Seguí la descripción, pero me llenó de asombro y temor, ¡porque no podía entender cómo la vida o la Mente podrían sobrevivir a ese plegamiento!
La luz universal se hizo más intensa, y trepó por la escala espectral hasta un violeta intenso con sorprendente velocidad. En aquel mar de hidrógeno giraban grupos y remolinos como llamas en un horno; las Naves del Tiempo, unidas por las cuerdas, apenas eran visibles como siluetas lúgubres contra el resplandor desigual. AL final el cielo era tan brillante que sólo tuve la impresión de blancura; era como mirar el Sol.
Hubo una conmoción silenciosa —sentí como si hubiese oído un golpe de platillos—, la luz me anegó como un líquido invasor y caí en una especie de ceguera blanca. Estaba inmerso en la más brillante de las luces, una luz que parecía penetrar en todo mi ser. Ya no podía distinguir aquellos grupos, ni tampoco ver las Naves del Tiempo. ¡Ni siquiera la mía!
Llamé a Nebogipfel.
No puedo ver. La luz…
Su voz sonó pequeña y tranquila en el clamor de luz.
Hemos alcanzado la época de Dispersión Final… El espacio en todos sus puntos está ahora tan caliente como la superficie del Sol, y está repleto de materia cargada eléctricamente. El universo ya no es transparente, como lo será en nuestra época…

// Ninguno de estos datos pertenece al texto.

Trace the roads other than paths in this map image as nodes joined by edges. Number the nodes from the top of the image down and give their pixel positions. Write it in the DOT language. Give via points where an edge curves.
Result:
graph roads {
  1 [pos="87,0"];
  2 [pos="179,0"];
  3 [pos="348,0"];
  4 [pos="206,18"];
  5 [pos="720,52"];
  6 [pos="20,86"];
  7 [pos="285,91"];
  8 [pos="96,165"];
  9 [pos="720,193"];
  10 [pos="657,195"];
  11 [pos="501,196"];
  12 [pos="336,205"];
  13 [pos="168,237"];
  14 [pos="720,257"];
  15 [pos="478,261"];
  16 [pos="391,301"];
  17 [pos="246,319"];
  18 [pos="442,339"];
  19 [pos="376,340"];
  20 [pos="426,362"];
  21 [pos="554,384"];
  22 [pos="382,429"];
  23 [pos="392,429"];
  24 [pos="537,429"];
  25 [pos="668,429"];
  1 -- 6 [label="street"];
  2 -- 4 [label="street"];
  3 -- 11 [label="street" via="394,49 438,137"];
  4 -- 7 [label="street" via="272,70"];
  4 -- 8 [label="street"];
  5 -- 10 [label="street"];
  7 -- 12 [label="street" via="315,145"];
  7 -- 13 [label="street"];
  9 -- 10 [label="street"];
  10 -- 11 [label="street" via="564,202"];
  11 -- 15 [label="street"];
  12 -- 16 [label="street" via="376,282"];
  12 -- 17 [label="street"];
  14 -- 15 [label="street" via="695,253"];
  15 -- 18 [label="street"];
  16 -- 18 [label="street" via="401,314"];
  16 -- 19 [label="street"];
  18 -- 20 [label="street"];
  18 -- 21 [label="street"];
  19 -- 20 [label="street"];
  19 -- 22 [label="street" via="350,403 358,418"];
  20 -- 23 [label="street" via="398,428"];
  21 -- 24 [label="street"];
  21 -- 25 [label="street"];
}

Entendía por qué las Naves se habían unido con aquellas cuerdas de material de Constructor, porque estaba claro que ninguna señal podía viajar por entre aquel resplandor. El resplandor se hizo todavía más intenso, hasta que estuve seguro de que había superado el límite de visibilidad normal del ojo humano, ¡y no es que un hombre hubiese podido durar al menos un momento en aquel resplandeciente horno cósmico!
Era como si estuviese colgado, solo, en medio de aquella inmensidad. Si los Constructores estaban allí, no los percibía. Mi sentido del paso del tiempo se fragmentó hasta desaparecer; no sabía si presenciaba sucesos a escala de siglos o segundos, o si contemplaba la evolución de estrellas o átomos. Antes de penetrar en aquella mezcla final de luz había conservado cierta sensación de lugar —sabía dónde era arriba y abajo—, de cerca y lejos… El mundo a mi alrededor había estado estructurado como una gran habitación, en la cual yo flotaba. Pero ahora, en la época de la dispersión final, todo eso desapareció. Era una mota de conciencia, flotando en la superficie de un gran río que corría hacía su fuente, y sólo podía dejar que la corriente me llevase a donde quisiera.

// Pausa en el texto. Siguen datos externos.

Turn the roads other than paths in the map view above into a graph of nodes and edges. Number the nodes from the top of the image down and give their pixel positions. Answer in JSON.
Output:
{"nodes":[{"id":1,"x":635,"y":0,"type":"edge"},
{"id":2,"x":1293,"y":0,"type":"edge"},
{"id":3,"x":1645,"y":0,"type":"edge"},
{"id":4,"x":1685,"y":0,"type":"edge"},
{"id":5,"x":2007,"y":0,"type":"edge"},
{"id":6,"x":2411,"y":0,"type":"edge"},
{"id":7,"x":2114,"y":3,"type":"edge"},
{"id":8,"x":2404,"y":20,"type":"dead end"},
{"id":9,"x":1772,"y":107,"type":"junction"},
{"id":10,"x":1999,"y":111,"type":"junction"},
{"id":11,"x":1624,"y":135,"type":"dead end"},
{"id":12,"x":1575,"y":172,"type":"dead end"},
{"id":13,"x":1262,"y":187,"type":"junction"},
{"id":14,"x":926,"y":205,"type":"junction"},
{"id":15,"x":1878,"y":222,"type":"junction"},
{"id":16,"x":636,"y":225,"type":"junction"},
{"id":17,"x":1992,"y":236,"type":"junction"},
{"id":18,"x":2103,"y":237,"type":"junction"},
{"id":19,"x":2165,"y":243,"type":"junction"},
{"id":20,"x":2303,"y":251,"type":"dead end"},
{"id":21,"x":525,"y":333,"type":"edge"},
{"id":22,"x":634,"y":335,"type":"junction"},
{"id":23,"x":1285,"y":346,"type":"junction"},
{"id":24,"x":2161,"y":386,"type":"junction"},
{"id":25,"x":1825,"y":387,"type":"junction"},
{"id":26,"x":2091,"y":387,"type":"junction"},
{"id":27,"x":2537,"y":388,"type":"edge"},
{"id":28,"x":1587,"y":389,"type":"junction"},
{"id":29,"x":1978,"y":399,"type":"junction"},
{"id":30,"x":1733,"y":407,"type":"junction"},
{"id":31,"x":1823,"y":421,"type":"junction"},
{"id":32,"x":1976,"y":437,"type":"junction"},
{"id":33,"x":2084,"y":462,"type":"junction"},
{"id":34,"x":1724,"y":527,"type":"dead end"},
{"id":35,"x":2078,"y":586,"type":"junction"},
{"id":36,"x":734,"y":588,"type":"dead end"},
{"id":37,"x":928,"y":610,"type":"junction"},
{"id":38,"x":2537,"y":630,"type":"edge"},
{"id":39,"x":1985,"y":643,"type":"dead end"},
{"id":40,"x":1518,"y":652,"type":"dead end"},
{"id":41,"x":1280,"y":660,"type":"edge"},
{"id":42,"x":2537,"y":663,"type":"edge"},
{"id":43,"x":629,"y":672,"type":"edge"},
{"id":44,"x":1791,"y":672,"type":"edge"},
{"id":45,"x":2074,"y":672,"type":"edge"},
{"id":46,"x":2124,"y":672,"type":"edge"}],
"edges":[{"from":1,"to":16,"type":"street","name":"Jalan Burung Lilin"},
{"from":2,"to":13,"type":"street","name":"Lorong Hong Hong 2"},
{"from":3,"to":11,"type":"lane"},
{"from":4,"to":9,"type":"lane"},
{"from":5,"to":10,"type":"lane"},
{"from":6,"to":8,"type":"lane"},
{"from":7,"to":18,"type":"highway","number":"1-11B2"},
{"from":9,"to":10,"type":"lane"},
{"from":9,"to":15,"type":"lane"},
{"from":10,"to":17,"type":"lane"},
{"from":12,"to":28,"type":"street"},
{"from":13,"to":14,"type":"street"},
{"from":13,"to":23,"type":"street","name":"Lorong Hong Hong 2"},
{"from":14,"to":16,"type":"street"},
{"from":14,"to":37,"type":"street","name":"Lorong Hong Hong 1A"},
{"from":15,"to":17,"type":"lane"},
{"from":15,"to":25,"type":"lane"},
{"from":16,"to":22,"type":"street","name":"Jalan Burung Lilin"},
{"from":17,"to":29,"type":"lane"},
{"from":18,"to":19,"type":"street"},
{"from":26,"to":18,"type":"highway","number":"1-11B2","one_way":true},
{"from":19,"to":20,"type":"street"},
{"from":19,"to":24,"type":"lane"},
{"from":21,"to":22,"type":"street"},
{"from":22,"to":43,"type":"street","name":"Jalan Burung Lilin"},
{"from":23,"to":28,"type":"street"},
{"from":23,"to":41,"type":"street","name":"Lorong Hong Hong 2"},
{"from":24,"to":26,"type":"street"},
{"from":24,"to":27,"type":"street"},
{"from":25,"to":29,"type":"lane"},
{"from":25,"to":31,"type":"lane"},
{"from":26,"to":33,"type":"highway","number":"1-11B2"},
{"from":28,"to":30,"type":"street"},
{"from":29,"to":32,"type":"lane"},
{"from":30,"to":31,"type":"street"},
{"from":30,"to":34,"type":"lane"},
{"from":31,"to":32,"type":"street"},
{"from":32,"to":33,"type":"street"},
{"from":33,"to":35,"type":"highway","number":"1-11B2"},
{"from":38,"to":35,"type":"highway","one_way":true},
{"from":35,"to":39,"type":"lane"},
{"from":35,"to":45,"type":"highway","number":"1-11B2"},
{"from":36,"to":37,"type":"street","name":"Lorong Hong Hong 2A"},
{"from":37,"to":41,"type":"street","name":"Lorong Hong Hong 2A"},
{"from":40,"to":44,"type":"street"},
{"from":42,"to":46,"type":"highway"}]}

La mezcla de radiación se hizo más caliente —era de una intensidad insoportable— y vi que la materia del universo, la materia que algún día formaría las estrellas, los planetas y mi propio cuerpo abandonado, no era sino una fina capa de solidez, un contaminante en aquel remolino hirviente de luz y estrellas. Al fin —me pareció que podía verlo— incluso los núcleos de los átomos se dividieron ante la presión de aquella insoportable luz. El espacio se llenó de una mezcla de partículas todavía más elementales, que se combinaban y recombinaban a mi alrededor en una confusión compleja y microscópica.
Estamos cerca del límite, susurró Nebogipfel. El principio mismo del tiempo… pero no debes imaginar que estamos solos: nuestra historia —este joven universo brillante— no es sino una entre un número infinito que han surgido de ese límite; al retroceder todos los miembros de la multiplicidad convergen hacia ese momento, hacia ese límite, como aves en picado.
Pero todavía continuó la contracción, todavía aumentaba la temperatura, todavía crecía la densidad de materia y energía; y ahora incluso esos fragmentos finales de radiación y materia fueron absorbidos en el cuerpo del espacio y el tiempo, con toda su energía almacenada en la tensión de aquella gran torsión.